/html-docx-js

Converts HTML documents to DOCX in the browser

Primary LanguageJavaScriptMIT LicenseMIT

html-docx-js

This is a very small library that is capable of converting HTML documents to DOCX format that is used by Microsoft Word 2007 and onward. It manages to perform the conversion in the browser by using a feature called 'altchunks'. In a nutshell, it allows embedding content in a different markup language. We are using MHT document to ship the embedded content to Word as it allows to handle images. After Word opens such file, it converts the external content to Word Processing ML (this is how the markup language of DOCX files is called) and replaces the reference.

Altchunks were not supported by Microsoft Word for Mac 2008 and are not supported by LibreOffice and Google Docs.

Compatibility

This library should work on any modern browser that supports Blobs (either natively or via Blob.js). It was tested on Google Chrome 36, Safari 7 and Internet Explorer 10.

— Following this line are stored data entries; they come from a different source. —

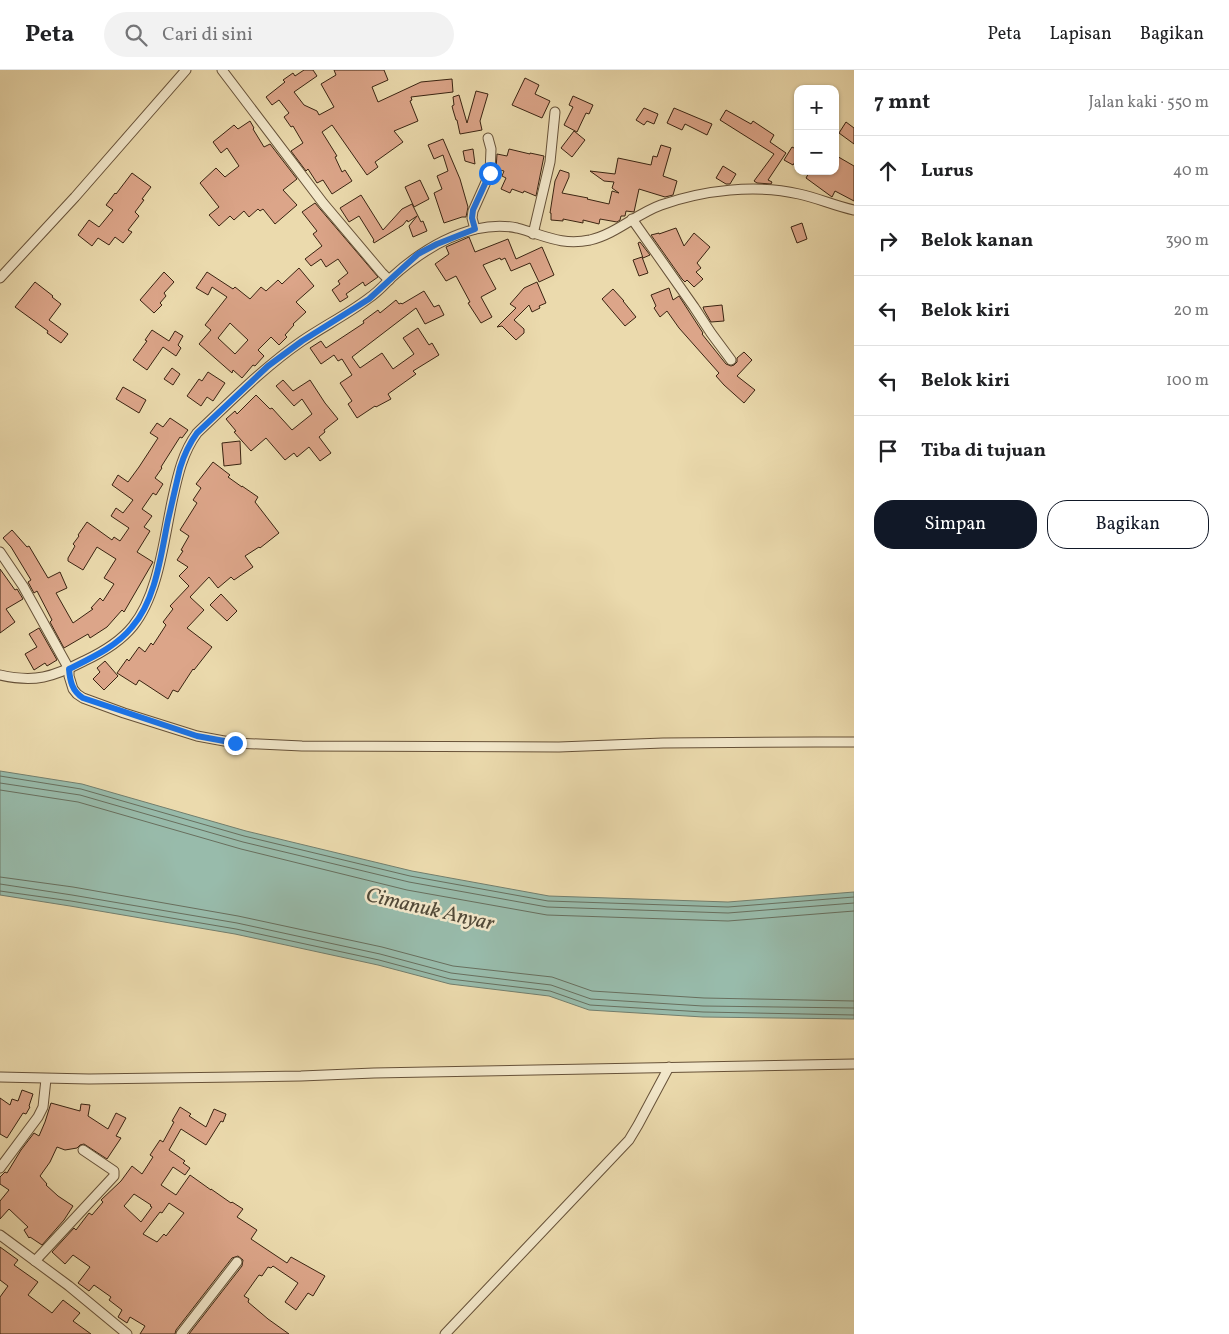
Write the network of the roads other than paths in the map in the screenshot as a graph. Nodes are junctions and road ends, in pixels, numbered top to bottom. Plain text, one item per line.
1 (186, 70) edge
2 (222, 70) edge
3 (555, 112) dead end
4 (488, 138) dead end
5 (854, 210) edge
6 (632, 219) junction
7 (475, 229) junction
8 (533, 234) junction
9 (0, 278) edge
10 (389, 280) junction
11 (730, 360) dead end
12 (0, 552) edge
13 (69, 669) junction
14 (0, 675) edge
15 (854, 742) edge
16 (854, 1064) edge
17 (669, 1067) junction
18 (0, 1077) edge
19 (46, 1079) junction
20 (83, 1150) dead end
21 (0, 1168) edge
22 (0, 1235) edge
23 (35, 1261) junction
24 (238, 1262) dead end
25 (120, 1332) edge
26 (180, 1334) edge
27 (445, 1334) edge

1 - 9 street
2 - 10 street
3 - 8 street
4 - 7 street
5 - 6 street
6 - 8 street
6 - 11 street
7 - 8 street
7 - 10 street
10 - 13 street
12 - 13 street
13 - 14 street
13 - 15 street
16 - 17 street
17 - 19 street
17 - 27 street
18 - 19 street
19 - 21 street
20 - 23 street
22 - 23 street
23 - 25 street
24 - 26 street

It also works on Node.js (tested on v0.10.12) using Buffer instead of Blob.

Images Support

This library supports only inlined base64 images (sourced via DATA URI). But it is easy to convert a regular image (sourced from static folder) on the fly. If you need an example of such conversion you can checkout a demo page source (see function convertImagesToBase64).

Usage and demo

Very minimal demo is available as test/sample.html in the repository and online. Please note that saving files on Safari is a little bit convoluted and the only reliable method seems to be falling back to a Flash-based approach (such as Downloadify). Our demo does not include this workaround to keep things simple, so it will not work on Safari at this point of time.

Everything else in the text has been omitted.